Arab artists boycott UAE after Israel deal

Arab artists boycott UAE after Israel deal
A number of Arab artists have withdrawn from Emirati-run exhibitions and competitions in opposition to last month's agreement to normalise ties with Israel.
4 min read
03 September, 2020
The UAE-Israel agreement is widely opposed in the Arab world [Getty]
The United Arab Emirates' move to pursue normalisation with Israel has prompted a backlash from Arab artists and intellectuals, who are boycotting Emirati-backed cultural awards and events to support the Palestinian cause.

"I announce that I am withdrawing from your exhibition," Palestinian photographer Mohamed Badarne wrote to the Sharjah Art Foundation, based in one of the seven emirates that make up the UAE.

"As a people under occupation, we must take a stand against anything to do with reconciliation with the (Israeli) occupier," Berlin-based Badarne told AFP.

The UAE agreed last month to establish full diplomatic ties with Israel in a US-brokered deal, making it the first Gulf state and only the third Arab country to do so.

The agreement was denounced by Palestinians as "a stab in the back", and sparked widespread protests.

Many Palestinians see the deal as a betrayal, breaking a consensus that normalisation with Israel is permissible only after the Palestinian question has been resolved.

Palestinian Culture Minister Atef Abu Seif urged Arab intellectuals to stand against a decision which "strengthens the (Israeli) enemy".

Cultural figures from Algeria, Iraq, Oman and Tunisia - as well as the UAE - condemned the accord.

Prizes rejected

"A sad and catastrophic day," Emirati writer Dhabiya Khamis wrote, following US President Donald Trump's surprise announcement of the deal on August 13.

"No to normalisation between Israel and the Emirates and the countries of the Arabian Gulf!" Khamis added. "Israel is the enemy of the entire Arab nation."

The UAE has in recent years invested huge sums in culture, including the Louvre Abu Dhabi, a branch of the iconic Paris museum, which opened in the 2017.

The oil-rich Gulf state also funds several literary awards, such as The Sheikh Zayed Book Prize, named after the former Emirati president, which hands out gold medals and cash prizes totalling some $1.9 million each year.

Moroccan writer Zohra Ramij has announced the withdrawal of her latest novel from the competition, while Moroccan poet Mohamed Bennis resigned from its organising committee.

"It would be a sin to get an Emirati prize," said Palestinian author Ahmed Abu Salim, who withdrew his entry from the International Prize for Arabic Fiction (IPAF).

The competition, which began in 2007 and is mentored by the Booker Prize Foundation in London, is funded by Abu Dhabi's Department of Culture and Tourism.

It awards $50,000 to the winner and $10,000 each to those shortlisted.

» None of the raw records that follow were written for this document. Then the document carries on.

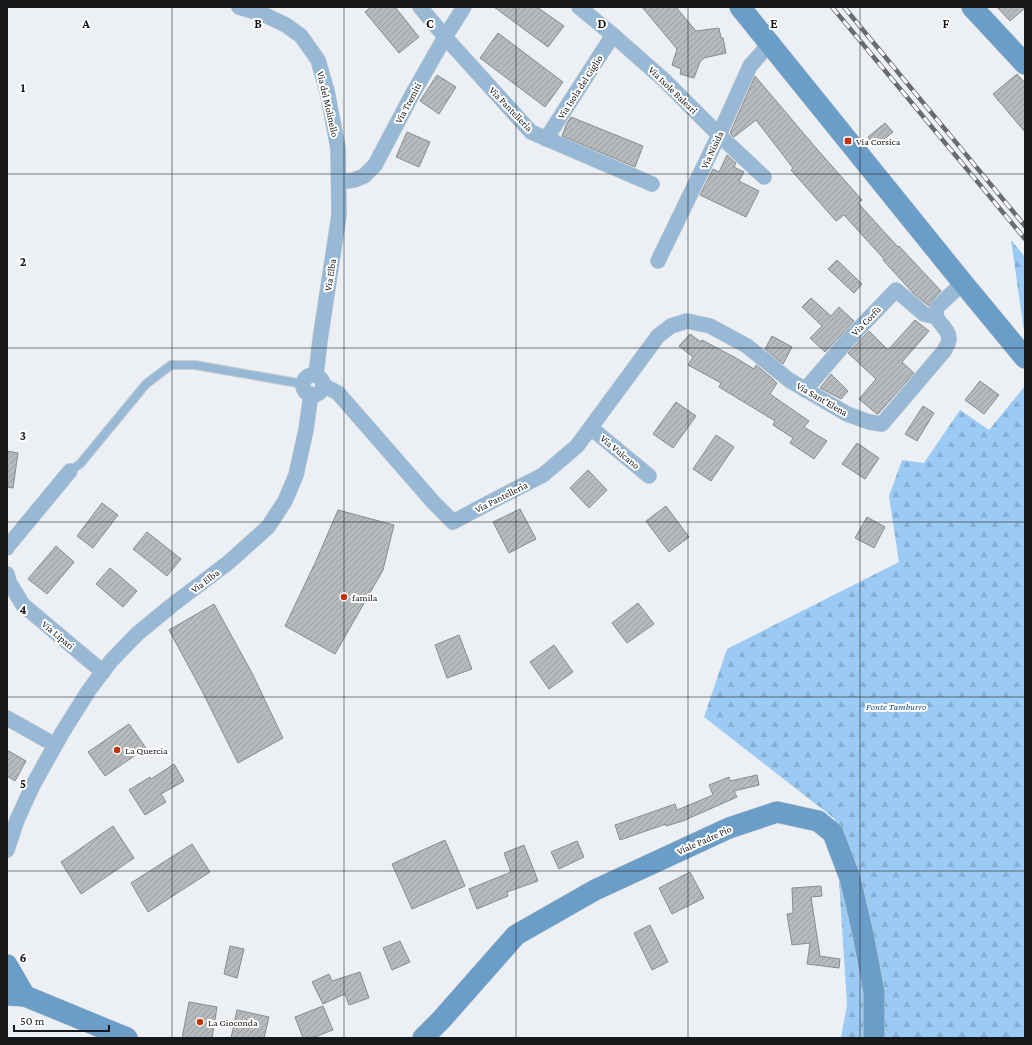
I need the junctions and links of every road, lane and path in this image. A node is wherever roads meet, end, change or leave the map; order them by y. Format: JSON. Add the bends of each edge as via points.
{"nodes":[{"id":1,"x":239,"y":7,"type":"edge"},
{"id":2,"x":420,"y":7,"type":"edge"},
{"id":3,"x":464,"y":7,"type":"edge"},
{"id":4,"x":579,"y":7,"type":"edge"},
{"id":5,"x":740,"y":7,"type":"edge"},
{"id":6,"x":972,"y":7,"type":"edge"},
{"id":7,"x":593,"y":12,"type":"edge"},
{"id":8,"x":613,"y":35,"type":"junction"},
{"id":9,"x":445,"y":37,"type":"junction"},
{"id":10,"x":770,"y":43,"type":"junction"},
{"id":11,"x":1025,"y":64,"type":"edge"},
{"id":12,"x":719,"y":135,"type":"junction"},
{"id":13,"x":546,"y":138,"type":"junction"},
{"id":14,"x":764,"y":177,"type":"dead end"},
{"id":15,"x":339,"y":182,"type":"junction"},
{"id":16,"x":652,"y":184,"type":"dead end"},
{"id":17,"x":340,"y":198,"type":"joint"},
{"id":18,"x":658,"y":261,"type":"dead end"},
{"id":19,"x":963,"y":283,"type":"junction"},
{"id":20,"x":936,"y":317,"type":"junction"},
{"id":21,"x":670,"y":326,"type":"joint"},
{"id":22,"x":1025,"y":358,"type":"edge"},
{"id":23,"x":320,"y":380,"type":"junction"},
{"id":24,"x":307,"y":390,"type":"junction"},
{"id":25,"x":804,"y":390,"type":"junction"},
{"id":26,"x":591,"y":428,"type":"junction"},
{"id":27,"x":70,"y":471,"type":"joint"},
{"id":28,"x":650,"y":476,"type":"dead end"},
{"id":29,"x":7,"y":548,"type":"edge"},
{"id":30,"x":7,"y":574,"type":"edge"},
{"id":31,"x":103,"y":672,"type":"junction"},
{"id":32,"x":7,"y":718,"type":"edge"},
{"id":33,"x":55,"y":745,"type":"junction"},
{"id":34,"x":7,"y":850,"type":"edge"},
{"id":35,"x":7,"y":965,"type":"edge"},
{"id":36,"x":16,"y":996,"type":"edge"},
{"id":37,"x":127,"y":1038,"type":"edge"},
{"id":38,"x":423,"y":1038,"type":"edge"},
{"id":39,"x":874,"y":1038,"type":"edge"}],
"edges":[{"from":1,"to":15,"type":"street","name":"Via del Molinello","via":[[266,15],[286,25],[301,36],[318,60],[338,148]]},
{"from":2,"to":9,"type":"street","name":"Via Pantelleria"},
{"from":3,"to":9,"type":"street","name":"Via Tremiti"},
{"from":4,"to":7,"type":"street","name":"Via Isole Baleari"},
{"from":5,"to":10,"type":"street"},
{"from":6,"to":11,"type":"street"},
{"from":7,"to":8,"type":"street","name":"Via Isole Baleari"},
{"from":8,"to":12,"type":"street","name":"Via Isole Baleari","via":[[664,80]]},
{"from":8,"to":13,"type":"street","name":"Via Isola del Giglio"},
{"from":9,"to":13,"type":"street","name":"Via Pantelleria","via":[[531,132]]},
{"from":9,"to":15,"type":"street","name":"Via Tremiti","via":[[375,165],[364,176]]},
{"from":10,"to":12,"type":"street","name":"Via Nisida","via":[[750,66]]},
{"from":10,"to":19,"type":"street"},
{"from":12,"to":14,"type":"street","name":"Via Isole Baleari"},
{"from":12,"to":18,"type":"street","name":"Via Nisida"},
{"from":13,"to":16,"type":"street","name":"Via Pantelleria"},
{"from":15,"to":17,"type":"street","name":"Via del Molinello"},
{"from":17,"to":23,"type":"street","name":"Via Elba","via":[[320,340]]},
{"from":19,"to":20,"type":"street","via":[[938,306],[935,311]]},
{"from":19,"to":22,"type":"street"},
{"from":20,"to":25,"type":"street","name":"Via Corfù","via":[[924,314],[896,290]]},
{"from":20,"to":25,"type":"street","name":"Via Sant'Elena","via":[[948,332],[948,344],[882,424],[847,414]]},
{"from":21,"to":25,"type":"street","name":"Via Sant'Elena","via":[[687,321],[710,326],[747,346]]},
{"from":21,"to":26,"type":"street","name":"Via Pantelleria","via":[[658,336]]},
{"from":23,"to":24,"type":"street","via":[[320,392],[316,394]]},
{"from":23,"to":26,"type":"street","name":"Via Pantelleria","via":[[338,393],[453,522],[544,475],[577,446]]},
{"from":24,"to":27,"type":"lane","via":[[195,365],[171,365],[146,384],[80,464]]},
{"from":24,"to":31,"type":"street","name":"Via Elba","via":[[306,430],[296,475],[285,501],[268,527],[229,562],[137,634]]},
{"from":26,"to":28,"type":"street","name":"Via Vulcano"},
{"from":27,"to":29,"type":"street"},
{"from":30,"to":31,"type":"street","name":"Via Lipari","via":[[22,605]]},
{"from":31,"to":33,"type":"street","name":"Via Elba"},
{"from":32,"to":33,"type":"street"},
{"from":33,"to":34,"type":"street","name":"Via Elba","via":[[17,820]]},
{"from":35,"to":36,"type":"street"},
{"from":36,"to":37,"type":"street"},
{"from":38,"to":39,"type":"street","name":"Viale Padre Pio","via":[[516,935],[595,890],[729,828],[777,812],[818,821],[833,833],[850,878],[863,934],[874,992]]}]}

"I am an intellectual supporter of the Palestinian cause, whatever the price to pay," Salim told AFP.

Several former prize winners and jury members, including Palestinian intellectual Khaled Hroub, wrote an open letter to IPAF trustees demanding a halt to Emirati funding.

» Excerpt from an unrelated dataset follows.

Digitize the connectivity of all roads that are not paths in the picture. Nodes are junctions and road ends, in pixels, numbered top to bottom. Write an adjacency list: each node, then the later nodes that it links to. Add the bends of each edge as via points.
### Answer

"We call on the current Board of Trustees to assume its historical cultural responsibility in protecting the award by ending Emirati funding, in order to preserve the award's credibility and independence," the letter read.

IPAF did not respond to a request for comment.

Boycott, divestment, sanctions

Omar Barghouti, Palestinian co-founder of the Boycott, Divestment and Sanctions (BDS) movement, said such a boycott was "a natural and patriotic response of Arab intellectuals".

Israel sees the movement, which encourages BDS measures as "civil resistance" to the Jewish state, as a strategic threat, accusing advocates of anti-Semitism.

The UAE last week repealed legislation from 1972 boycotting the Jewish state.

But Barghouti warned what he called the "corrupt tycoons" who ended the embargo that they would still feel the impact of the boycott.

Palestinian poet Ali Mawassi said that even if states normalise relations, citizens did not have to do the same. 

Decades after Jordan and Egypt made peace with their Israeli neighbour, many Egyptian and Jordanian artists "still refuse to associate with anything related to Israel", Mawassi said.

But, Mawassi said, other artists will still be wooed by cash.

"There are many artists who will remain silent... to take advantage of the opportunities afforded by Emirati money," he said.